PRILOSEC OTC- omeprazole magnesium tablet, delayed release

Prilosec OTC by

Drug Labeling and Warnings

Prilosec OTC by is a Otc medication manufactured, distributed, or labeled by The Procter & Gamble Manufacturing Company. Drug facts, warnings, and ingredients follow.

Drug Details [pdf]

SPL UNCLASSIFIED SECTION

Drug Facts

Active ingredient (in each tablet)

Omeprazole delayed-release tablet 20 mg (equivalent to 20.6 mg omeprazole magnesium)

Purpose

Acid reducer

Use

• treats frequent heartburn (occurs 2 or more days a week)
• not intended for immediate relief of heartburn; this drug may take 1 to 4 days for full effect

Warnings

Allergy alert

Do not use if you are allergic to omeprazole

Do not use if you have:

• trouble or pain swallowing food, vomiting with blood, or bloody or black stools
• heartburn with lightheadedness, sweating or dizziness
• chest pain or shoulderpain with shortnessof breath; sweating; pain spreading to arms, neck, or shoulders; or lightheadedness
• frequent chest pain

These may be signs of a serious condition. See your doctor.

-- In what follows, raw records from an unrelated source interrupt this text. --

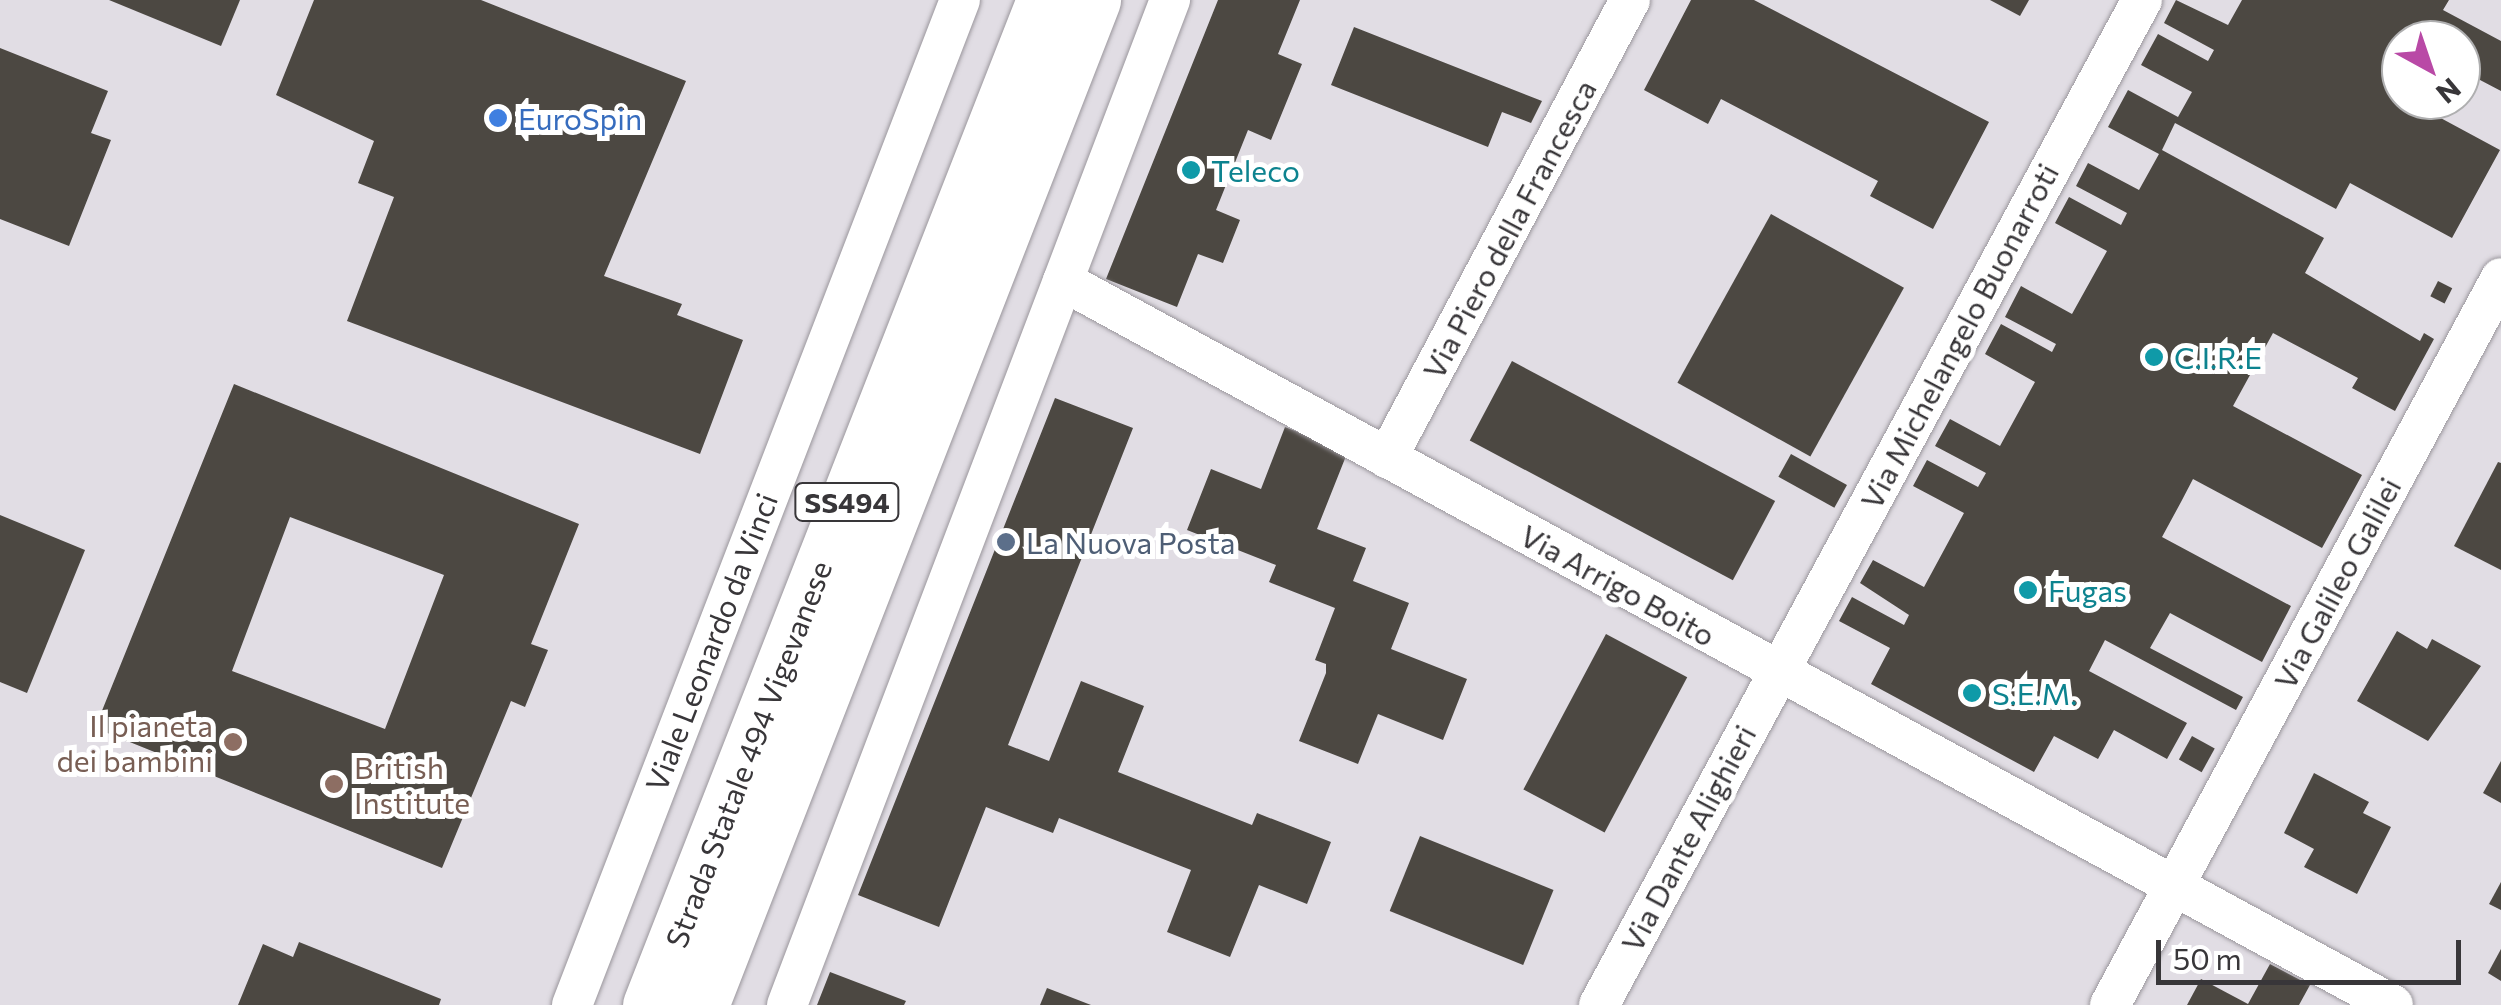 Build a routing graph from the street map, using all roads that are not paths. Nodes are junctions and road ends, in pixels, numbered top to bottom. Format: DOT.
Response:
graph roads {
  1 [pos="960,0"];
  2 [pos="1044,0"];
  3 [pos="1093,0"];
  4 [pos="1170,0"];
  5 [pos="1630,0"];
  6 [pos="2142,0"];
  7 [pos="2501,278"];
  8 [pos="1062,281"];
  9 [pos="1387,458"];
  10 [pos="1777,672"];
  11 [pos="2174,888"];
  12 [pos="572,1005"];
  13 [pos="650,1005"];
  14 [pos="701,1005"];
  15 [pos="788,1005"];
  16 [pos="1599,1005"];
  17 [pos="2110,1005"];
  18 [pos="2393,1005"];
  1 -- 12 [label="street, Viale Leonardo da Vinci"];
  2 -- 13 [label="main road, Strada Statale 494 Vigevanese / SS494"];
  3 -- 14 [label="main road, Strada Statale 494 Vigevanese / SS494"];
  4 -- 8 [label="street"];
  5 -- 9 [label="street, Via Piero della Francesca"];
  6 -- 10 [label="street, Via Michelangelo Buonarroti"];
  7 -- 11 [label="street, Via Galileo Galilei"];
  8 -- 9 [label="street, Via Arrigo Boito"];
  8 -- 15 [label="street"];
  9 -- 10 [label="street, Via Arrigo Boito"];
  10 -- 11 [label="street, Via Arrigo Boito"];
  10 -- 16 [label="street, Via Dante Alighieri"];
  11 -- 17 [label="street, Via Galileo Galilei"];
  11 -- 18 [label="street, Via Arrigo Boito"];
}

Ask a doctor before use if you have

• had heartburn over 3 months. This may be a sign of a more serious condition.
• frequent wheezing, particularly with heartburn
• unexplained weight loss
• nausea or vomiting
• stomach pain

Ask a doctor or pharmacist before use if you are taking

• warfarin, clopidogrel, or cilostazol (blood-thinning medicines)
• prescription antifungal or anti-yeast medicines
• diazepam (anxiety medicine)
• digoxin (heart medicine)
• tacrolimus or mycophenolate mofetil (immune system medicines)
• prescription antiretrovirals (medicines for HIV infection)
• methotrexate (arthritis medicine)

Stop use and ask a doctor if

• your heartburn continues or worsens
• you need to take this product for more than 14 days
• you need to take more than 1 course of treatment every 4 months
• you get diarrhea

If pregnant or breast-feeding, ask a health professional before use.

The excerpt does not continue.